These are the constants:

SPr = 15e-3;
Concen = 3.2;
T = 300;
z = 1;

Pi = 3.1415926;
kB = 1.381E-23;

B11 = -367e-20;
Eps = 78;
e = 1.602e-19;
d = 0.000000000405;
Eps_s = 35.4;

a=25e-20;
r=(a/Pi)^0.5;
k = ((8 * Pi * e * e) / (kB * T * Eps))^0.5;


C1 = kB * T;
C2 = ((Eps * k) / Pi) * ((C1 / e)) ^ 2;
C3 = ((2 * Pi * e) / (Eps * k * C1)) ^ 2;
C4 = (2 * Pi * d) / Eps_s;
C  = 0.1

%% C can vary from 0.1 to 10.0. It is a concentration value
%% of a compound. For different values of C, you will get
%% different values of Alpha.

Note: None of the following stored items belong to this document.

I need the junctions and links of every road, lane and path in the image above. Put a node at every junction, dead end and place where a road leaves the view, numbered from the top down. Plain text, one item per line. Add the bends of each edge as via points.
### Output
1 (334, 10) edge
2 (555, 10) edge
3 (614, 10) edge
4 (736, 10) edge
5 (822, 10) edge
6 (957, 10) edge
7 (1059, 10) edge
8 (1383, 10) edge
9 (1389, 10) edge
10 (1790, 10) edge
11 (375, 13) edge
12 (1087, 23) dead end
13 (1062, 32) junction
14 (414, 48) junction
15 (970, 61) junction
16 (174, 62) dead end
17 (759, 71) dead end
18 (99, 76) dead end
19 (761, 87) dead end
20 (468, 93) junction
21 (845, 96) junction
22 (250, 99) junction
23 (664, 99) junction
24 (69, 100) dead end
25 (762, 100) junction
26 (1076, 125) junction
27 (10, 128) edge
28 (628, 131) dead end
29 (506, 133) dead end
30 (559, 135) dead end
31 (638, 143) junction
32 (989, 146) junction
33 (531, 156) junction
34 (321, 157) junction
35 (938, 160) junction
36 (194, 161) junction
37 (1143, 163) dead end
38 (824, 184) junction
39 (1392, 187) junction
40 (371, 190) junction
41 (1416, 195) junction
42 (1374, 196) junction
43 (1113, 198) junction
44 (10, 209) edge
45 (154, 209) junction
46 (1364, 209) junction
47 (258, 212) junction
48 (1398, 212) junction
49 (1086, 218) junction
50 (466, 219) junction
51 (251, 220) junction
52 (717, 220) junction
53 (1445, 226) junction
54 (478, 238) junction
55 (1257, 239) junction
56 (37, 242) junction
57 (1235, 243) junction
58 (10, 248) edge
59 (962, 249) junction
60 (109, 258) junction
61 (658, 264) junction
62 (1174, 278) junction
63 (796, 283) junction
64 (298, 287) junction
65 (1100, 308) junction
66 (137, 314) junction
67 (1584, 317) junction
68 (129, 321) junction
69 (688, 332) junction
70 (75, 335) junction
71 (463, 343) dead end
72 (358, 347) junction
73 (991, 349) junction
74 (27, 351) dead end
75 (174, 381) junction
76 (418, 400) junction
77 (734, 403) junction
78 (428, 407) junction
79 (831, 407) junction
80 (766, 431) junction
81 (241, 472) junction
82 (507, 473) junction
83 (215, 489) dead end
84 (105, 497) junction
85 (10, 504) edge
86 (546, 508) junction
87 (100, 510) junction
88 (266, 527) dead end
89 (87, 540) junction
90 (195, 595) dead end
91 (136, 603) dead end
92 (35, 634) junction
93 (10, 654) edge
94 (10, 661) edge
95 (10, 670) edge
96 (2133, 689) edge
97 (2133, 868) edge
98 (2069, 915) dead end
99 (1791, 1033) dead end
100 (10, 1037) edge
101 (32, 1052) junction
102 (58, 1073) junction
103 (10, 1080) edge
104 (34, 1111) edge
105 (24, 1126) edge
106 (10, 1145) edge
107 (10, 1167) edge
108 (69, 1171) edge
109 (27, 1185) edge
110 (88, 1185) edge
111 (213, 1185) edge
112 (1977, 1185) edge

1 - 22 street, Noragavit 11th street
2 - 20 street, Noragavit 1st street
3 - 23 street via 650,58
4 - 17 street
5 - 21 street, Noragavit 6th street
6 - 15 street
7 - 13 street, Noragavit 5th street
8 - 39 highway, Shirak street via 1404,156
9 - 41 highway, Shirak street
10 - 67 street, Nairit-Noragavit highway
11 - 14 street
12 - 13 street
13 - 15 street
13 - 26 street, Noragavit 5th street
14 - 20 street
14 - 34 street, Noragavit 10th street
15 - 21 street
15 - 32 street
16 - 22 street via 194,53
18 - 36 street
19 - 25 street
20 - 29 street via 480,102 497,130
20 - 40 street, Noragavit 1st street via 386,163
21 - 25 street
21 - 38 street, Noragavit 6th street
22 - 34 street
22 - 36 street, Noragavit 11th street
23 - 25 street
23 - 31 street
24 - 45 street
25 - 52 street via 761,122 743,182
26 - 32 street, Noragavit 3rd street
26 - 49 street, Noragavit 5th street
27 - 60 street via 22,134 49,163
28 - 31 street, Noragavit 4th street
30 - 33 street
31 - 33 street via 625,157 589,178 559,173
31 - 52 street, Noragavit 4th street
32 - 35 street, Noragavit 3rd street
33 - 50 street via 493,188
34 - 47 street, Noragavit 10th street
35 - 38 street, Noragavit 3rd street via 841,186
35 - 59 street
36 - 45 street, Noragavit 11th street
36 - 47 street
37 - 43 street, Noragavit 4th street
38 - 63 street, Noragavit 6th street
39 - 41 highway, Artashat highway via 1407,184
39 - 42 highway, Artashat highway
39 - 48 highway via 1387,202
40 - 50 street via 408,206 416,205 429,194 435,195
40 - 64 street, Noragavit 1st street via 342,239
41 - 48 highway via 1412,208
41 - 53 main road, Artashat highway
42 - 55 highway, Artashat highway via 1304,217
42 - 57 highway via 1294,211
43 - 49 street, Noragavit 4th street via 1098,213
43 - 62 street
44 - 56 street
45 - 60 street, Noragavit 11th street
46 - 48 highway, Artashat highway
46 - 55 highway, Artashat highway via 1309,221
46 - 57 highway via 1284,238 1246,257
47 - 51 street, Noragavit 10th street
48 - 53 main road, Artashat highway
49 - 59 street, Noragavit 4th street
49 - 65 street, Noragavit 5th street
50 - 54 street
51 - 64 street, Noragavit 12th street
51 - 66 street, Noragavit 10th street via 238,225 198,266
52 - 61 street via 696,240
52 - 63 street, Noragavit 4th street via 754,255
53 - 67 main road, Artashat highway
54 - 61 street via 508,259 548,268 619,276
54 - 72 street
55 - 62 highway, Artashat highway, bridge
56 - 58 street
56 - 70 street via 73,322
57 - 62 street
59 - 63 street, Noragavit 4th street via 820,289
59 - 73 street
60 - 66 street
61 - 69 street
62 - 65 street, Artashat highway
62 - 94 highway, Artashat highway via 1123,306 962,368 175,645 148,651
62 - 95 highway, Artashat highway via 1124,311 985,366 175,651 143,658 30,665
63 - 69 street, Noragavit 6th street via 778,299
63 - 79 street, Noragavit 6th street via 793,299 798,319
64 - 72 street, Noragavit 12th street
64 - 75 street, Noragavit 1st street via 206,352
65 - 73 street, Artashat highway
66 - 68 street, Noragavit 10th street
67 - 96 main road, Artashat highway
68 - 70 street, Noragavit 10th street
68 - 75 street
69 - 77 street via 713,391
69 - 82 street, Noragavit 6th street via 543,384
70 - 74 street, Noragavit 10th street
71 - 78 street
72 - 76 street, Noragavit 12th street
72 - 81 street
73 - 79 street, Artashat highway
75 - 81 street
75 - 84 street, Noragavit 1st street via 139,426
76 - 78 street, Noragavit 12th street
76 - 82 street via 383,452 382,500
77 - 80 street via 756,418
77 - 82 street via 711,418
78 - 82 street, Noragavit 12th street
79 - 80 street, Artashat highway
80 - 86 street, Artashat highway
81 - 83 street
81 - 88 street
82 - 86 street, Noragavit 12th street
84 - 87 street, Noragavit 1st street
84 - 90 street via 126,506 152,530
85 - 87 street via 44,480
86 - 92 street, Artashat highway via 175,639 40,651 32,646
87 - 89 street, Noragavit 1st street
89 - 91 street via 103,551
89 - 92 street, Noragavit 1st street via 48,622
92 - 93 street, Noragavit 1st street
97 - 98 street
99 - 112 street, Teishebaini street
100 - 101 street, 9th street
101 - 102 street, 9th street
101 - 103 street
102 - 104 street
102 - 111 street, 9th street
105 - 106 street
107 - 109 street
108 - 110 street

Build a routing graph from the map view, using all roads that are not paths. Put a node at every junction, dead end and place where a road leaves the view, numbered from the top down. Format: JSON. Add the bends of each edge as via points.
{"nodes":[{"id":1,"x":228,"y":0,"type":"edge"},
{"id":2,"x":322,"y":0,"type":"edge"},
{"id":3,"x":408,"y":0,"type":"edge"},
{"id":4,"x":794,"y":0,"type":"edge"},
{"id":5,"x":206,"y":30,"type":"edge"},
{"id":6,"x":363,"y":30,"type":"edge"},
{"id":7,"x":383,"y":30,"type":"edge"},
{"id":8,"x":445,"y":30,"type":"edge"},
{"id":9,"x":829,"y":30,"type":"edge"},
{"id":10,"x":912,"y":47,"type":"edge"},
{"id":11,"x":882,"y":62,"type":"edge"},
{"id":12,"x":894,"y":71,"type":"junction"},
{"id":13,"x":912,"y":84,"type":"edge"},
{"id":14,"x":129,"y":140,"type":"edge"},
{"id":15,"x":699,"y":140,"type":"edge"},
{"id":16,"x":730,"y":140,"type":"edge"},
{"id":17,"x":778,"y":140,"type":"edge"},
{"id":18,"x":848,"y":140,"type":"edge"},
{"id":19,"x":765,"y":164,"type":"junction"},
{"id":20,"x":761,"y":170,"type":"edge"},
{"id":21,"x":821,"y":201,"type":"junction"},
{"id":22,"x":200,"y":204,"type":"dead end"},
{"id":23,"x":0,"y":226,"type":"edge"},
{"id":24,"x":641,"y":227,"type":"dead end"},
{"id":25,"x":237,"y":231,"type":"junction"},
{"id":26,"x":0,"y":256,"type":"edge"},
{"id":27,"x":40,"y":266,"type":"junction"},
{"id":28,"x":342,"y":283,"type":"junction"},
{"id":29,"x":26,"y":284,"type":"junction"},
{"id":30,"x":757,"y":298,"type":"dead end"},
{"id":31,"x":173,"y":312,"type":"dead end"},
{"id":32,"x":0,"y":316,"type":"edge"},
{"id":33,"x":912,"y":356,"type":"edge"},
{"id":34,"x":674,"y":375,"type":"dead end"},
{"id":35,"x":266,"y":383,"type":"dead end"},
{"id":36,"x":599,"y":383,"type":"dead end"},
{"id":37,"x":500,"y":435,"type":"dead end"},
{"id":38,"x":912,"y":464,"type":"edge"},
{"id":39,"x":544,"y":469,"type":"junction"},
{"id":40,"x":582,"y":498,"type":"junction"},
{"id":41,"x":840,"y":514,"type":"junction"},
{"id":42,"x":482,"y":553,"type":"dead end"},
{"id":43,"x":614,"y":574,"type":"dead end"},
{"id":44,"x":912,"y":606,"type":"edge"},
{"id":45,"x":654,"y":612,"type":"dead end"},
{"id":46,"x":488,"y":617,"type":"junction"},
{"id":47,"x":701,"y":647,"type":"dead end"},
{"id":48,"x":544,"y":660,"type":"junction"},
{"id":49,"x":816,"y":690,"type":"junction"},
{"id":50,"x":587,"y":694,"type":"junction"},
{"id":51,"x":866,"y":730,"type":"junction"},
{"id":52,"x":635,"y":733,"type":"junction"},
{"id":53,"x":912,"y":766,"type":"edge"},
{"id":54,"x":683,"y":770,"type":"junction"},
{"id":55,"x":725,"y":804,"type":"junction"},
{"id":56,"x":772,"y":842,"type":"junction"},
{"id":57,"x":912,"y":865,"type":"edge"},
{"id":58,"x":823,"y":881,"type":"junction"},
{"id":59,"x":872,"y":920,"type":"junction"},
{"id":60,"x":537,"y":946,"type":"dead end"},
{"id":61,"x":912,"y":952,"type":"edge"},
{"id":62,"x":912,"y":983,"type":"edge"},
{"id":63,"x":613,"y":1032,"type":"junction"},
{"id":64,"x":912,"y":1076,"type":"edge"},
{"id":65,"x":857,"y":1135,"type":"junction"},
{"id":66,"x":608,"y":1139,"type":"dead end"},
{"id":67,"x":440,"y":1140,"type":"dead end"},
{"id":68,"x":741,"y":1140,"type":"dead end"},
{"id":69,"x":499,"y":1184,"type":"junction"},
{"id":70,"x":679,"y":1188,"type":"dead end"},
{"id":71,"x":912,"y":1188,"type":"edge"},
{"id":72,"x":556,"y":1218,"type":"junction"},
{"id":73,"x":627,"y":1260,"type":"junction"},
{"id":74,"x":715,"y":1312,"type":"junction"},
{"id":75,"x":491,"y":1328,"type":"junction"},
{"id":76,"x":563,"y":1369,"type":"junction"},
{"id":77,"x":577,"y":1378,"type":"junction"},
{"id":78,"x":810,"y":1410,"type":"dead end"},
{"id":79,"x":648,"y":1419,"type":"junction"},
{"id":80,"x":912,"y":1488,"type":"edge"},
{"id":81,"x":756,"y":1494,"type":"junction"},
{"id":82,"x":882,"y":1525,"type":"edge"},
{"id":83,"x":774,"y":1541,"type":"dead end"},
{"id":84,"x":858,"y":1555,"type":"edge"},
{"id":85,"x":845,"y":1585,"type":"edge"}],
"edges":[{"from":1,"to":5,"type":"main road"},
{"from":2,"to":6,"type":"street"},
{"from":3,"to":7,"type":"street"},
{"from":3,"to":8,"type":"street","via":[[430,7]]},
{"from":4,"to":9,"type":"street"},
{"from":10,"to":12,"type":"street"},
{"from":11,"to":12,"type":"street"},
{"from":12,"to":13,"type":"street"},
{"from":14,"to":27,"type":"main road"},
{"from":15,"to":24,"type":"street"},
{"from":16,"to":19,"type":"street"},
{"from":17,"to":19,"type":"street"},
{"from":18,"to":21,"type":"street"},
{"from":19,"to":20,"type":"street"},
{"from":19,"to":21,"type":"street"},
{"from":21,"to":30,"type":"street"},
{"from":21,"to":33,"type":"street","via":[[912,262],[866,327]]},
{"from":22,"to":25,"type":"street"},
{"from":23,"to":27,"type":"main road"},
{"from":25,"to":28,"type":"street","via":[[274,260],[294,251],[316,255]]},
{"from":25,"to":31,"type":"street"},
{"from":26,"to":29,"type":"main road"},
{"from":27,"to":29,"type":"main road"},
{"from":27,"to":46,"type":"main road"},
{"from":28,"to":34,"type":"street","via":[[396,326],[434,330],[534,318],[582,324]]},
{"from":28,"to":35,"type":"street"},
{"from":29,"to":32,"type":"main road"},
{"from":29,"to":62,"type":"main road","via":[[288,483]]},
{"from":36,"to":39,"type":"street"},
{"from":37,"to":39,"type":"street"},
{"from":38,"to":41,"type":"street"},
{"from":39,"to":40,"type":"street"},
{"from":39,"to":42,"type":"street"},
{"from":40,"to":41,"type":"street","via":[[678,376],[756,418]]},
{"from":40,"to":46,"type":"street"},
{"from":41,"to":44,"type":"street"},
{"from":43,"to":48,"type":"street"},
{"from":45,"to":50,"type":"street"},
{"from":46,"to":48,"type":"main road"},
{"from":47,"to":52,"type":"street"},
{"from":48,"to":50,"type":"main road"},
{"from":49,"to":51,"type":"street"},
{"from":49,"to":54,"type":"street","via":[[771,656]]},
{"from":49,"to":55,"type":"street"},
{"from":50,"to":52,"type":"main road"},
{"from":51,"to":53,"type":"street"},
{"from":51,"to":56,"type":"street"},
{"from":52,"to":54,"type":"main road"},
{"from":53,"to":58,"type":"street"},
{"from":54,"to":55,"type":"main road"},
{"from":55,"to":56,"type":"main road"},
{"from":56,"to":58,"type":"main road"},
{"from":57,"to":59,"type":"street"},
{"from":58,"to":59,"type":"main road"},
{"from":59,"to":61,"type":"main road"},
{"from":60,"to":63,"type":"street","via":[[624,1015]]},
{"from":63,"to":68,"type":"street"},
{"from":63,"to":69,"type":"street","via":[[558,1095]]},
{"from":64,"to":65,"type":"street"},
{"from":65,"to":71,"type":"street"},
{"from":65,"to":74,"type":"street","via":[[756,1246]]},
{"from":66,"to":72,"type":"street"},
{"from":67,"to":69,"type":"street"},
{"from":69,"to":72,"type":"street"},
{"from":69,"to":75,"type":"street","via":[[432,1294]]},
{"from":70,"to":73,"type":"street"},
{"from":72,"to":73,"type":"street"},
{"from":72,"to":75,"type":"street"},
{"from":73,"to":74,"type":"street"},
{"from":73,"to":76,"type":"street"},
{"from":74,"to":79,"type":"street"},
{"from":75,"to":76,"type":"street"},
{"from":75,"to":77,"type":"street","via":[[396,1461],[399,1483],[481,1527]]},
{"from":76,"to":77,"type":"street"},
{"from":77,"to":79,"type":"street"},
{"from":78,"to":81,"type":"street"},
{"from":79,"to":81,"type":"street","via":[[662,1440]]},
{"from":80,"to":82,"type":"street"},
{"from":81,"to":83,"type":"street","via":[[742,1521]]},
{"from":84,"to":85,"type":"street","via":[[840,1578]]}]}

It is a inversely
%% proportionally relationship.

And this is the equation:

y=2 * log(C) - log(abs(1 / (Alpha - a))) - (a + 2 * Pi * r * r) / (Alpha - a) - ((Pi * a * r * r) / (Alpha - a) ^ 2) - (2 * B11 / Alpha) - 2 * z * log(abs(((sqrt(C3) * e * z / Alpha) + sqrt(1 + ((sqrt(C3) * e * z / Alpha)) ^ 2)))) - ((2 * C4) / C1) * ((z * e) ^ 2) / Alpha - 59;



Alpha is a parmeter which shud be greater than a=25e-20 and should not exceed abt 50e-20. But I always get values of Alpha less than a.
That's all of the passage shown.